- Problem
Every line in the entries where "junctions" is found should be copied.

(Beginning of Input for this task)

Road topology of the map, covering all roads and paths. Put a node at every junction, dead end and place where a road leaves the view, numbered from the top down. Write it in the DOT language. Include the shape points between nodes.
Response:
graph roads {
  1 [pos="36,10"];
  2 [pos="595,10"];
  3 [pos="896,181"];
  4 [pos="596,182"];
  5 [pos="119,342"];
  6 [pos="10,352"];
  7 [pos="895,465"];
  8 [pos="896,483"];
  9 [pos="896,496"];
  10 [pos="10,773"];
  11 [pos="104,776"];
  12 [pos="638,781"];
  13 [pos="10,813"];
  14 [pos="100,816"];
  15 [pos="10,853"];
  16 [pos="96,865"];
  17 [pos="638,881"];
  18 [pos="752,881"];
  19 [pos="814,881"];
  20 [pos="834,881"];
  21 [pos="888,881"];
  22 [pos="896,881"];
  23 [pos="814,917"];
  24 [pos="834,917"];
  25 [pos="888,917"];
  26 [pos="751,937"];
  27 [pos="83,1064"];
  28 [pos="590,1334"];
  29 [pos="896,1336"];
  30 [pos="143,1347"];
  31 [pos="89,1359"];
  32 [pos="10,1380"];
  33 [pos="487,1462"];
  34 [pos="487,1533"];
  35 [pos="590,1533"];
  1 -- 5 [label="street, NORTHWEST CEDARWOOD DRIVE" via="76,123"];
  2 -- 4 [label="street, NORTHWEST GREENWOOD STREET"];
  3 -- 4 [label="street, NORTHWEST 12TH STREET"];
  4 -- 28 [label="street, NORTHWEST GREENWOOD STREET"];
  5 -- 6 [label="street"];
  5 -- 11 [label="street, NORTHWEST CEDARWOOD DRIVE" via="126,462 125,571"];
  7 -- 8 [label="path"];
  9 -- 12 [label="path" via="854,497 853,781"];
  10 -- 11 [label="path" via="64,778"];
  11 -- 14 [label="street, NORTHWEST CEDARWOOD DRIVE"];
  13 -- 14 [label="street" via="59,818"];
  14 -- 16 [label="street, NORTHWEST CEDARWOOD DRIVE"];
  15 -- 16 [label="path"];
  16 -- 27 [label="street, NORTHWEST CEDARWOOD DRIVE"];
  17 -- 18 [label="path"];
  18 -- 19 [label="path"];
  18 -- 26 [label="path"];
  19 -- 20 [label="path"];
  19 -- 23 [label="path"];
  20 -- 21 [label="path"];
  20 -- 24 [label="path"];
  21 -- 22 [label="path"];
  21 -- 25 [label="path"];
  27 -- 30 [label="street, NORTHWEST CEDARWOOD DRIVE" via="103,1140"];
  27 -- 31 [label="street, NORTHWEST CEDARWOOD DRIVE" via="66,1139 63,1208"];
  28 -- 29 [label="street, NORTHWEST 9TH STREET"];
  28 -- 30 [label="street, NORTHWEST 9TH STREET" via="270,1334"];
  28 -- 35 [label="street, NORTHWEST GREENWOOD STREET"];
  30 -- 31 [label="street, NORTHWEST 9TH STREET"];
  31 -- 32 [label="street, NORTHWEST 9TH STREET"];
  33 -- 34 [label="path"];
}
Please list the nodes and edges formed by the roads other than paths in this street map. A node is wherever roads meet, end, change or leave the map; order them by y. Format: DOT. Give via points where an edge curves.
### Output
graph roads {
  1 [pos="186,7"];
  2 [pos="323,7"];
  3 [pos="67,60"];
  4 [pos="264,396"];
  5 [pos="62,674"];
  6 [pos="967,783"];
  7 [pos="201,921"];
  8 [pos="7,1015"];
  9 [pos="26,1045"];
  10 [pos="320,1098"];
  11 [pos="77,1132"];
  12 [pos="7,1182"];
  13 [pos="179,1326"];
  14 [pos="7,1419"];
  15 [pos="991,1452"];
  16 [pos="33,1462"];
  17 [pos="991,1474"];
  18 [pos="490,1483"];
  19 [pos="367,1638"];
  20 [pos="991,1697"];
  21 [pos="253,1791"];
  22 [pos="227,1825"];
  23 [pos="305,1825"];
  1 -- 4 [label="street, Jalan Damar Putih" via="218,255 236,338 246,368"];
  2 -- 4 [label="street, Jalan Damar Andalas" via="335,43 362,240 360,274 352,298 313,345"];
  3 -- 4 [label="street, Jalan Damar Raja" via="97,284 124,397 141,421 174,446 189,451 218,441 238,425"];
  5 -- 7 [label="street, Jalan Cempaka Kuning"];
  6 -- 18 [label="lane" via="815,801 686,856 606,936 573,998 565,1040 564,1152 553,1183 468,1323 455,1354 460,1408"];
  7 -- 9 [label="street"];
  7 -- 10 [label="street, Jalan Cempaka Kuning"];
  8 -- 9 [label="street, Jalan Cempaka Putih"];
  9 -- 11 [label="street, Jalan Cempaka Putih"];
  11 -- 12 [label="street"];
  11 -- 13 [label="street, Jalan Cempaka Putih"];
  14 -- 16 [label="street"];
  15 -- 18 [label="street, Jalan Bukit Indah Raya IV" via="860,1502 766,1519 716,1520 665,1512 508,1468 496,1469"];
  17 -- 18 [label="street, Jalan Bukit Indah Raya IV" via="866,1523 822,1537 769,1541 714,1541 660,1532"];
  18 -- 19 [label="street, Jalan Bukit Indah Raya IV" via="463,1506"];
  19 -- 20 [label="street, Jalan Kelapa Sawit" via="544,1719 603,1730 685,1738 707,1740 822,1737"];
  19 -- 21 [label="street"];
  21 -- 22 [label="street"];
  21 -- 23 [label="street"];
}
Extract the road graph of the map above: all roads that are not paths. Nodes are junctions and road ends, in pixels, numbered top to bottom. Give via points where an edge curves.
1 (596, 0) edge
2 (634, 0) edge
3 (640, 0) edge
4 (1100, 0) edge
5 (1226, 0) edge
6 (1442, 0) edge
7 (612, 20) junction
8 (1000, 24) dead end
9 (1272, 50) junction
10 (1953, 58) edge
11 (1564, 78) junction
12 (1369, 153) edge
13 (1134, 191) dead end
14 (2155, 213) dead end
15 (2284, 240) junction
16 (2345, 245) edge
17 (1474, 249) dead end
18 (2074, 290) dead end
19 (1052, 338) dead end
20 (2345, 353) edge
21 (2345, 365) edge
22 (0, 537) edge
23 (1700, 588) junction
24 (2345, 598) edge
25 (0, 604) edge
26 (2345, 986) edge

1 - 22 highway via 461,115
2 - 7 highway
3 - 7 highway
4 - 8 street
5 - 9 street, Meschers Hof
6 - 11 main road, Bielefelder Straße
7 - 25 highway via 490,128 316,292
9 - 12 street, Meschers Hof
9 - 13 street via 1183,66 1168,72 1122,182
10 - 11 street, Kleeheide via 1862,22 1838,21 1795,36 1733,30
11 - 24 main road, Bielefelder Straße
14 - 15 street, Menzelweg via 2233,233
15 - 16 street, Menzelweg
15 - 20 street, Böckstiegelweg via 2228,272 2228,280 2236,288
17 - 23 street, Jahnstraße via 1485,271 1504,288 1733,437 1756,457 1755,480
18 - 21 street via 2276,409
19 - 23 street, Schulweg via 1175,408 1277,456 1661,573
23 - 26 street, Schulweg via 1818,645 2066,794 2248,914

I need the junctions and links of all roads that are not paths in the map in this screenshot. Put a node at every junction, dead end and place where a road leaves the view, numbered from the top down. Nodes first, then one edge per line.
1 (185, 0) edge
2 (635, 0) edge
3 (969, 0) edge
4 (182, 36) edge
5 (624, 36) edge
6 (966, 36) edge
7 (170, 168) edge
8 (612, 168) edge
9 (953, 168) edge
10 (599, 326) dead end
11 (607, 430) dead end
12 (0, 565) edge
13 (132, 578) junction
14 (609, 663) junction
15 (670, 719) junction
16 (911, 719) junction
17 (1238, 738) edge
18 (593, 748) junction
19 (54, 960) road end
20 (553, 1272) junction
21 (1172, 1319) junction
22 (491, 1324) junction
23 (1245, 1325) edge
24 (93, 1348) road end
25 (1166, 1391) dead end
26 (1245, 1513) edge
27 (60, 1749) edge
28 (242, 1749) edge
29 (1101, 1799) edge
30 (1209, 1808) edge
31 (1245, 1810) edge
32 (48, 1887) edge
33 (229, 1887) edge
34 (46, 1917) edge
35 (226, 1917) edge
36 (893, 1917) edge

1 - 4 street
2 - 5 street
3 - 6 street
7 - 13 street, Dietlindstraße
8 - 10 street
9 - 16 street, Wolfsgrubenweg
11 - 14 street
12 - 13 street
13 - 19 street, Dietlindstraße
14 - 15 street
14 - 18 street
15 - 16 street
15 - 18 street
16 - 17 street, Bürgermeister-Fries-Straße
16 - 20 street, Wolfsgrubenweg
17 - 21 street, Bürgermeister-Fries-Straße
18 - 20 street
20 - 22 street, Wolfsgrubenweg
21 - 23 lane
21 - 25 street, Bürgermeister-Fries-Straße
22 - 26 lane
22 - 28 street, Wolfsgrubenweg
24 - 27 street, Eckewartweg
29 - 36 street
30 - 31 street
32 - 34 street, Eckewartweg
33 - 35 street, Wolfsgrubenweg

(End of Input for this task)

- Completed task
Extract the road graph of the map above: all roads that are not paths. Nodes are junctions and road ends, in pixels, numbered top to bottom. Give via points where an edge curves.
I need the junctions and links of all roads that are not paths in the map in this screenshot. Put a node at every junction, dead end and place where a road leaves the view, numbered from the top down. Nodes first, then one edge per line.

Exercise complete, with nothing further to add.